Whats a proper way of doing this?

There is a difference between a constructor in C++ and an __init__ method
in Python. In C++, the task of a constructor is to construct an object. If it fails,
no destructor is called. Therefore if any resources were acquired before an
exception was thrown, the cleanup should be done before exiting the constructor.
Thus, some prefer two-phase construction with most of the construction done
outside the constructor (ugh).
Python has a much cleaner two-phase construction (construct, then
initialize). However, many people confuse an __init__ method (initializer)
with a constructor. The actual constructor in Python is called __new__.
Unlike in C++, it does not take an instance, but
returns one. The task of __init__ is to initialize the created instance.
If an exception is raised in __init__, the destructor __del__ (if any)
will be called as expected, because the object was already created (even though it was not properly initialized) by the time __init__ was called.
Answering your question:
In Python, if code in your
"constructor" fails, the object ends
up not being defined.
That's not precisely true. If __init__ raises an exception, the object is
created but not initialized properly (e.g., some attributes are not
assigned). But at the time that it's raised, you probably don't have any references to
this object, so the fact that the attributes are not assigned doesn't matter. Only the destructor (if any) needs to check whether the attributes actually exist.
Whats a proper way of doing this?
In Python, initialize objects in __init__ and don't worry about exceptions.
In C++, use RAII.
Update [about resource management]:
In garbage collected languages, if you are dealing with resources, especially limited ones such as database connections, it's better not to release them in the destructor.
This is because objects are destroyed in a non-deterministic way, and if you happen
to have a loop of references (which is not always easy to tell), and at least one of the objects in the loop has a destructor defined, they will never be destroyed.
Garbage collected languages have other means of dealing with resources. In Python, it's a with statement.

In C++ at least, there is nothing wrong with putting failure-prone code in the constructor - you simply throw an exception if an error occurs. If the code is needed to properly construct the object, there reallyb is no alternative (although you can abstract the code into subfunctions, or better into the constructors of subobjects). Worst practice is to half-construct the object and then expect the user to call other functions to complete the construction somehow.

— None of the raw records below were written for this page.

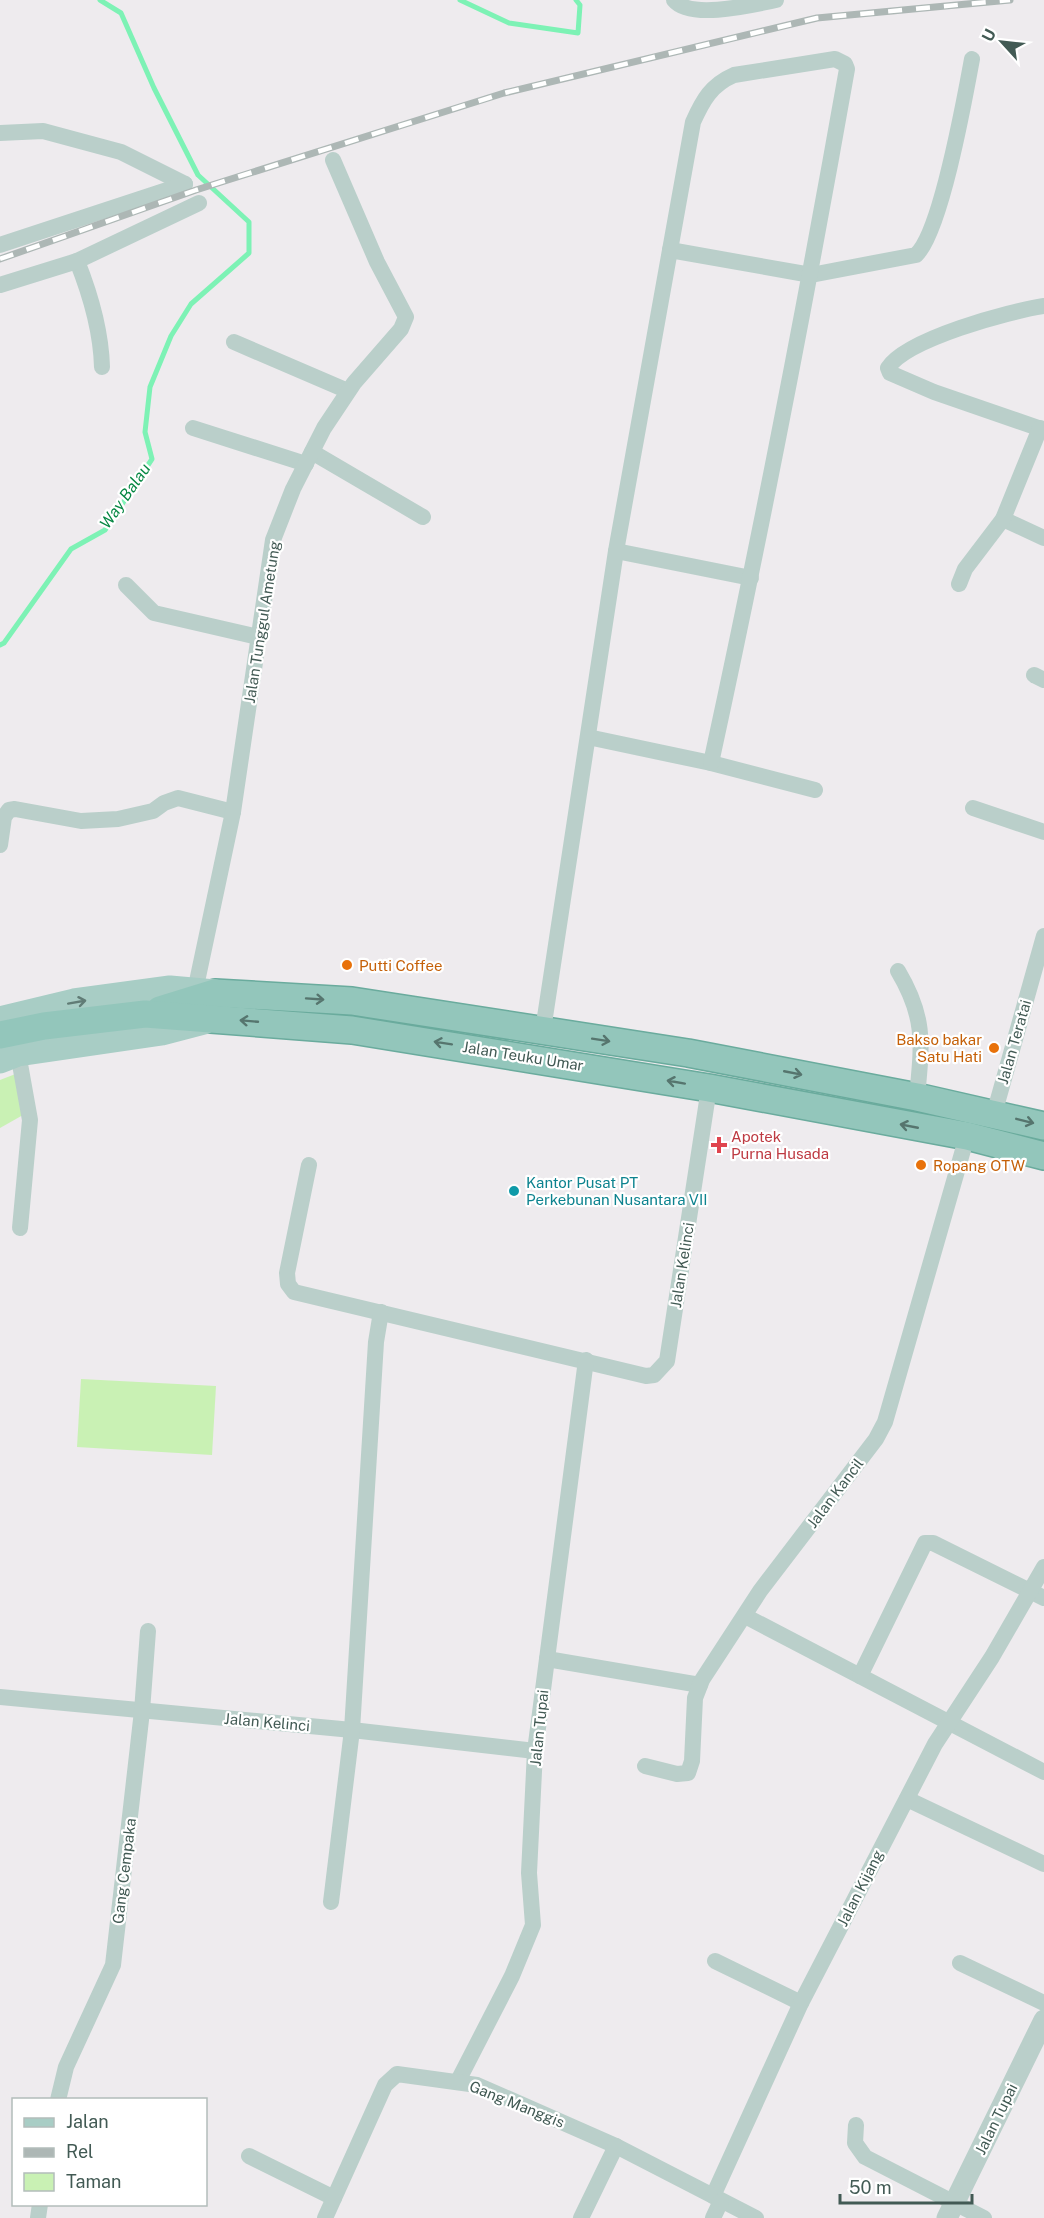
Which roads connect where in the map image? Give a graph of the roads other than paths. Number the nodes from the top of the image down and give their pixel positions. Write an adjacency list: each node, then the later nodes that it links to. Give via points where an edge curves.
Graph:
1 (674, 0): 2 (street, via 686,9 731,8)
2 (776, 0)
3 (972, 59): 10 (street, via 953,154 922,249 909,258)
4 (0, 133): 7 (street, via 43,132 121,152 185,184)
5 (333, 159): 15 (street, Jalan Tunggul Ametung, via 376,262 406,317 401,329)
6 (199, 203): 9 (street)
7 (0, 245)
8 (670, 250): 10 (street); 10 (street, via 693,122 705,96 719,82 734,75 835,59 847,69); 22 (street)
9 (77, 261): 11 (street); 14 (street, via 91,297)
10 (811, 275): 23 (street)
11 (0, 285)
12 (1044, 306): 17 (street, via 960,328 921,345 888,368 890,373 934,392)
13 (234, 342): 15 (street)
14 (102, 367)
15 (348, 392): 18 (street, Jalan Tunggul Ametung)
16 (193, 428): 18 (street)
17 (1042, 429): 20 (street)
18 (309, 458): 19 (street); 26 (street, Jalan Tunggul Ametung, via 273,540)
19 (423, 517)
20 (1003, 519): 21 (street); 24 (street, via 965,569)
21 (1044, 538)
22 (616, 551): 23 (street); 27 (street)
23 (751, 579): 28 (street)
24 (959, 584)
25 (126, 585): 26 (street, via 154,613)
26 (258, 637): 31 (street, Jalan Tunggul Ametung)
27 (588, 737): 28 (street); 39 (street)
28 (711, 763): 29 (street)
29 (815, 790)
30 (973, 808): 33 (street)
31 (233, 812): 32 (street, via 178,798 153,811 118,819 81,821 15,809 9,810); 37 (street, Jalan Tunggul Ametung)
32 (2, 824): 34 (street)
33 (1044, 832)
34 (0, 845)
35 (1044, 936): 43 (street, Jalan Teratai)
36 (898, 971): 42 (street, via 914,998 919,1018)
37 (200, 1004): 38 (main road, Jalan Teuku Umar, one-way to 37, via 74,1002 170,989); 39 (highway, Jalan Teuku Umar, one-way to 39, via 352,1001); 40 (highway, via 44,1026); 40 (main road, Jalan Teuku Umar, via 162,1032); 41 (highway, Jalan Teuku Umar, one-way to 37)
38 (0, 1020)
39 (543, 1030): 42 (highway, Jalan Teuku Umar, one-way to 42)
40 (6, 1050): 48 (street, via 30,1120)
41 (709, 1088): 45 (highway, Jalan Teuku Umar, one-way to 41); 50 (street, Jalan Kelinci, via 669,1351 661,1370 646,1376)
42 (917, 1097): 43 (highway, Jalan Teuku Umar)
43 (994, 1114): 44 (highway, Jalan Teuku Umar, one-way to 44)
44 (1044, 1126)
45 (967, 1137): 46 (highway, Jalan Teuku Umar); 53 (street, Jalan Kancil, via 885,1422)
46 (1044, 1155)
47 (309, 1165): 49 (street, via 288,1284 294,1292 307,1297)
48 (20, 1228)
49 (381, 1312): 50 (street); 61 (street)
50 (586, 1359): 55 (street, Jalan Tupai)
51 (1044, 1567): 52 (street, Jalan Kijang)
52 (1037, 1595): 56 (street, via 928,1542 923,1545); 60 (street, Jalan Kijang)
53 (745, 1616): 56 (street); 57 (street, Jalan Kancil)
54 (148, 1631): 59 (street, Gang Cempaka)
55 (547, 1659): 57 (street); 62 (street, Jalan Tupai)
56 (860, 1676): 60 (street)
57 (700, 1685): 63 (street, via 695,1698 688,1773)
58 (0, 1697): 59 (street, Jalan Kelinci)
59 (142, 1711): 61 (street, Jalan Kelinci); 74 (street, Gang Cempaka, via 113,1965 66,2067)
60 (951, 1722): 64 (street); 65 (street, Jalan Kijang)
61 (352, 1730): 62 (street, Jalan Kelinci); 67 (street)
62 (535, 1752): 73 (street, Jalan Tupai, via 529,1874 532,1925 507,1986)
63 (645, 1766)
64 (1044, 1772)
65 (907, 1799): 66 (street); 70 (street, Jalan Kijang)
66 (1044, 1864)
67 (331, 1902)
68 (715, 1961): 70 (street)
69 (960, 1963): 71 (street)
70 (801, 2003): 79 (street, Jalan Kijang)
71 (1044, 2003)
72 (1044, 2020): 80 (street, Jalan Tupai)
73 (458, 2081): 76 (street, Gang Manggis, via 477,2085); 78 (street, Gang Manggis, via 397,2074 389,2079)
74 (58, 2098)
75 (856, 2125): 80 (street, via 855,2143 865,2157)
76 (616, 2146): 79 (street, Gang Manggis); 82 (street)
77 (249, 2156): 78 (street)
78 (334, 2198): 81 (street, Gang Manggis)
79 (717, 2198): 83 (street, Jalan Kijang); 84 (street, Gang Manggis)
80 (951, 2211): 85 (street)
81 (325, 2218)
82 (581, 2218)
83 (712, 2218)
84 (756, 2218)
85 (984, 2218)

It is not bad practice per se.
But I think you may be after a something different here. In your example the doSomething() method will not be called when the MyClass constructor fails. Try the following code:
class MyClass:
def __init__(self, s):
print s
raise Exception("Exception")
def doSomething(self):
print "doSomething"
try:
someInstance = MyClass("test123")
someInstance.doSomething()
except:
print "except"
It should print:
test123
except
For your software design you could ask the following questions:
What should the scope of the someInstance variable be? Who are its users? What are their requirements?
Where and how should the error be handled for the case that one of your 10 values is not available?
Should all 10 values be cached at construction time or cached one-by-one when they are needed the first time?
Can the I/O code be refactored into a helper method, so that doing something similiar 10 times does not result in code repetition?
...

I'm not a Python developer, but in general, it's best to avoid complex/error-prone operations in your constructor. One way around this would be to put a "LoadFromFile" or "Init" method in your class to populate the object from an external source. This load/init method must then be called separately after constructing the object.

One common pattern is two-phase construction, also suggested by Andy White.
First phase: Regular constructor.
Second phase: Operations that can fail.
Integration of the two: Add a factory method to do both phases and make the constructor protected/private to prevent instantation outside the factory method.
Oh, and I'm neither a Python developer.

If the code to initialise the various values is really extensive enough that copying it is undesirable (which it sounds like it is in your case) I would personally opt for putting the required initialisation into a private method, adding a flag to indicate whether the initialisation has taken place, and making all accessors call the initialisation method if it has not initialised yet.
In threaded scenarios you may have to add extra protection in case initialisation is only allowed to occur once for valid semantics (which may or may not be the case since you are dealing with a file).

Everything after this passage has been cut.